It is therefore a problem in the art to achieve a desirable range of useful absorptive spectra with current multilayered, electromagnetic wave absorbers.

It is accordingly an object of the present invention to provide an improved layered broadband electromagnetic wave absorber with a broadened and enhanced useful absorptive spectrum.

It is another object of the invention to provide an improved multilayered electromagnetic wave absorber with an extended frequency range from under 30 Mhz up to 3 GHz and beyond to 18 GHz and above.

It is a further object of the invention to provide an improved multilayered, electromagnetic wave absorber with a broadened and enhanced useful absorptive spectrum above 1 GHz with different mu* spectra for the layer materials and magnetic loss dispersion spectra.

It is also an object of the invention to provide an improved multilayered, electromagnetic wave absorber with a broadened and enhanced useful absorptive spectrum above 1 GHz and "decoupling" of the layers, i.e., reducing of the inherent coupling effect between the adjacent layers, by one or more of the following ways:

increasing the relative wave impedances by staggering the permittivity spectra of the layers;

reducing the dielectric constants from the inside (against the ground reference) to the outside;

separating the permeability dispersion loss spectra in the frequency domain; or

adding intermediary layers of high relative wave impedance, including air layers.

It is an additional object of the invention to provide an improved multilayered, electromagnetic wave absorber with two ferrite layer implementations involving 30 MHz to 3 GHz absorbers using ferrites with different dispersion spectra and using one of the several dispersion techniques above.

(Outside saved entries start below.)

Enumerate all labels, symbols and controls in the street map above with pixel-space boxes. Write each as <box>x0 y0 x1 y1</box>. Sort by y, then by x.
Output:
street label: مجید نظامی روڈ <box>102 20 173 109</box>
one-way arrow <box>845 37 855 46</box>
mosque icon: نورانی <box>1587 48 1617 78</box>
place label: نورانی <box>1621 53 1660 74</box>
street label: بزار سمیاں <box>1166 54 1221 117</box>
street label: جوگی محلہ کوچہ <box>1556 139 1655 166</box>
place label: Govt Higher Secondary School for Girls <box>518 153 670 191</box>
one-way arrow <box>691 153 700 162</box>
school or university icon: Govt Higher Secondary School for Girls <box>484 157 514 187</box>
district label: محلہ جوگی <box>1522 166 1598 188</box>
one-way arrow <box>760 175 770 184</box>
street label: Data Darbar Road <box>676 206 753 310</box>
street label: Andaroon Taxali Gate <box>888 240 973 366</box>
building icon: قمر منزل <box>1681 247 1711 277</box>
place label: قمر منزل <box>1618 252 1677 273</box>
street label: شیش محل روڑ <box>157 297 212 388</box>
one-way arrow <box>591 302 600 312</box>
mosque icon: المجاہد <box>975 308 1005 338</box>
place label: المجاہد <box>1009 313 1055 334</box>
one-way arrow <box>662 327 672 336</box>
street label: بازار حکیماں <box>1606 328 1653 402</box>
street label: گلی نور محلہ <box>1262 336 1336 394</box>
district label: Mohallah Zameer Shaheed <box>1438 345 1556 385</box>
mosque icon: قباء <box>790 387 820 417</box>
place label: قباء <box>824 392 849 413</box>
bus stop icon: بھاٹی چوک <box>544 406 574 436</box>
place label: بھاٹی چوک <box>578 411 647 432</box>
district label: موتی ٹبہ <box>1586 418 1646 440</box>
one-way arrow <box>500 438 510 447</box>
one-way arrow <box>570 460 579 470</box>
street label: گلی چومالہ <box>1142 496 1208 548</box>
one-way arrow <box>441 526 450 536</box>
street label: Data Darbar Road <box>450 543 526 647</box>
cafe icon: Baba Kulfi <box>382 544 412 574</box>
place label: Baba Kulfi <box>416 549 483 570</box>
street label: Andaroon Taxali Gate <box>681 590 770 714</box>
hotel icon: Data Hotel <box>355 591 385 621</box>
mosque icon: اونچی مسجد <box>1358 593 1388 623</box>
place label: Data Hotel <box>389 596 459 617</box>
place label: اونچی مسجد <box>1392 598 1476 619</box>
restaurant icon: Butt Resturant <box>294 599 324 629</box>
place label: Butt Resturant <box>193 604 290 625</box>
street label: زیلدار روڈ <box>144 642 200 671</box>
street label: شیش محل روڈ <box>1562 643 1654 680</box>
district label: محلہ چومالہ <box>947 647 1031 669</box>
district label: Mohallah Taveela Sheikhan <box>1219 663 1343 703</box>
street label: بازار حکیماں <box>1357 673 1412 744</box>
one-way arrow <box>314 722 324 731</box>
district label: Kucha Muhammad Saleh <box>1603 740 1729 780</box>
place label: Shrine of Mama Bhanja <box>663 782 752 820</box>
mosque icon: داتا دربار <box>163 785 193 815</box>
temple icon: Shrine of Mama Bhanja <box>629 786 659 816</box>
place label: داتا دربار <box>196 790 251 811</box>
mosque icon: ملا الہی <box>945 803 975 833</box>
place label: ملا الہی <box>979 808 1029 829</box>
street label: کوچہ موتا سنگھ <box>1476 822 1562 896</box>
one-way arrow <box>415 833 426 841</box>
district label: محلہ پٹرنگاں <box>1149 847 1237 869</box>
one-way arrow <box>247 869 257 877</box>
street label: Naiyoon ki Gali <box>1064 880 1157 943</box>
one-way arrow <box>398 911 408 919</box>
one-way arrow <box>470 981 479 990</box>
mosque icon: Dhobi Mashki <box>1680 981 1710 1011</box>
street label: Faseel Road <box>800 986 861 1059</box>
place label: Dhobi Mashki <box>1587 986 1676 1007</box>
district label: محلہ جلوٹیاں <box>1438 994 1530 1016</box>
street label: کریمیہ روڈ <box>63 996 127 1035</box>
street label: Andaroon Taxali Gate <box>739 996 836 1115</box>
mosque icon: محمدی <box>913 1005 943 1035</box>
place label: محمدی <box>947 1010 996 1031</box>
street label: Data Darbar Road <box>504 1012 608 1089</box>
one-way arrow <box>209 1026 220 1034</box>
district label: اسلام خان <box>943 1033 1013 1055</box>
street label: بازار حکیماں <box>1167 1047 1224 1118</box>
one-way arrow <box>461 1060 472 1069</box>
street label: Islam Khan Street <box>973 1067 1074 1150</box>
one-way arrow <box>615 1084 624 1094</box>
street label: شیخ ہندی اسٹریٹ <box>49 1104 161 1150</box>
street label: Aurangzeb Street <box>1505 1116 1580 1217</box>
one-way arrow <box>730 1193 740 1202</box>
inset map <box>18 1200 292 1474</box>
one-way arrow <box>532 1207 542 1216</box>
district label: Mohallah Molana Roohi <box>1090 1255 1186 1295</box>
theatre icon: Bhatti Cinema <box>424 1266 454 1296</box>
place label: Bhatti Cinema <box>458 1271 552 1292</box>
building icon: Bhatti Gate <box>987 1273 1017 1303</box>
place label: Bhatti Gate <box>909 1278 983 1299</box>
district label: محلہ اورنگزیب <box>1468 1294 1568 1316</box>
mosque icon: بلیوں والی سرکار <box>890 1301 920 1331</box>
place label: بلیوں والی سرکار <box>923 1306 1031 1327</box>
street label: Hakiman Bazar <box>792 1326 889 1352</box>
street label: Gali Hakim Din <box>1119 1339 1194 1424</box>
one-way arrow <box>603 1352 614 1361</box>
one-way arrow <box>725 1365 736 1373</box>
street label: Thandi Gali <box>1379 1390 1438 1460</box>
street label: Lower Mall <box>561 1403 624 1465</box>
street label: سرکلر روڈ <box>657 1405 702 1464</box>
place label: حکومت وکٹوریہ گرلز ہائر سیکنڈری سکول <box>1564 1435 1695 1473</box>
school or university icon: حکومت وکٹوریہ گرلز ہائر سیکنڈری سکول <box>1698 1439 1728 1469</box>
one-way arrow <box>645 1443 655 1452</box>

It is an additional object of the invention to provide an improved multilayered, electromagnetic wave absorber with a number of two ferrite layer implementations of 30 MHz to 18 GHz absorbers using ferrites with well separated dispersion spectra and one of the several dispersion techniques above.

It is an additional object of the invention to provide an improved multilayered, electromagnetic wave absorber with a broadened and enhanced useful absorptive spectrum below 30 MHz where the coupling effects are small using the above techniques.

It is an additional object of the invention to provide an improved multilayered, electromagnetic wave absorber using a number of "smart materials", i.e., new ferri- and/or ferromagnetic materials as contemplated and synthesized in view of the desired or needed permeability and permittivity spectra, following the above rules of staggered magnetic dispersive loss spectra and/or the rules of decoupling of the successive layers of the absorbers.

SUMMARY OF THE INVENTION

The present invention involves electromagnetic wave absorbers having two or more magnetic layers for broadening the reduced reflectivity frequency bands. An absorber in accordance with the invention is formed of a number of layers of materials with staggered magnetic dispersion loss spectra. A conventional high permeability nickel-zinc ferrite, rich in zinc, e.g., 0.7 molZn, 0.3 molNi may be conveniently used as a reference absorber layer placed adjacent to a ground plane. The successively higher frequency spectra are related to the outer layers and the successively higher loss spectra are achieved by using one of higher magnetization soft ferro or ferrimagnetics, higher anisotropy semi-hard or hard ferro-ferrimagnetic material, or synthesized "smart" materials, for simulating magnetic loss dispersion. Further, the successive layers are decoupled one from another by, e.g.,: increasing the relative wave impedances by staggering the permittivity spectra of the layers; reducing the dielectric constants from the inside layer, against the ground reference, to the outside; separating the permeability dispersion loss spectra in the frequency domain; or adding intermediary layers of high relative wave impedance, including air layers. The decoupling may be implemented by a significant difference in the frequencies at which the maximum values of the magnetic loss vs. frequency occurs for each layer. Alternatively, the decoupling may be implemented by a significant difference in the optical index of the material in each layer in a decreasing order towards the outside. Also, the decoupling may be implemented by the intercalation of higher wave impedance and low optical index layers increasing the apparent wave impedance presented from one to the next magnetic layer. Using these implementations the wave-absorber frequency range may be extended from about 30 MHz to 3 GHz and above.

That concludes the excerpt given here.